§ Records provided
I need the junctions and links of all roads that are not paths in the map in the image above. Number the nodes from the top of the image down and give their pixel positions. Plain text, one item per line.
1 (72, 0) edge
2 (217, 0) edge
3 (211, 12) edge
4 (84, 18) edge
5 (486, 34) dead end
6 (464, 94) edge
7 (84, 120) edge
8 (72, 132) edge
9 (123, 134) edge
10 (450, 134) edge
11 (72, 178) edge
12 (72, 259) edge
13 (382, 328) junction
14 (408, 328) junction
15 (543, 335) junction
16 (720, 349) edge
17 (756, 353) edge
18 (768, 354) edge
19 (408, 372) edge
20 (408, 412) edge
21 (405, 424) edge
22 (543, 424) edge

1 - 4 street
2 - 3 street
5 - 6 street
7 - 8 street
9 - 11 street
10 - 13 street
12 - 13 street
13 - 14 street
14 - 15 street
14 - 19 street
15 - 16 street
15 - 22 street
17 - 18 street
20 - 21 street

§ Instructions for the task
Set every line of the data down again, word for word.

§ Answer section
I need the junctions and links of all roads that are not paths in the map in the image above. Number the nodes from the top of the image down and give their pixel positions. Plain text, one item per line.
1 (72, 0) edge
2 (217, 0) edge
3 (211, 12) edge
4 (84, 18) edge
5 (486, 34) dead end
6 (464, 94) edge
7 (84, 120) edge
8 (72, 132) edge
9 (123, 134) edge
10 (450, 134) edge
11 (72, 178) edge
12 (72, 259) edge
13 (382, 328) junction
14 (408, 328) junction
15 (543, 335) junction
16 (720, 349) edge
17 (756, 353) edge
18 (768, 354) edge
19 (408, 372) edge
20 (408, 412) edge
21 (405, 424) edge
22 (543, 424) edge

1 - 4 street
2 - 3 street
5 - 6 street
7 - 8 street
9 - 11 street
10 - 13 street
12 - 13 street
13 - 14 street
14 - 15 street
14 - 19 street
15 - 16 street
15 - 22 street
17 - 18 street
20 - 21 street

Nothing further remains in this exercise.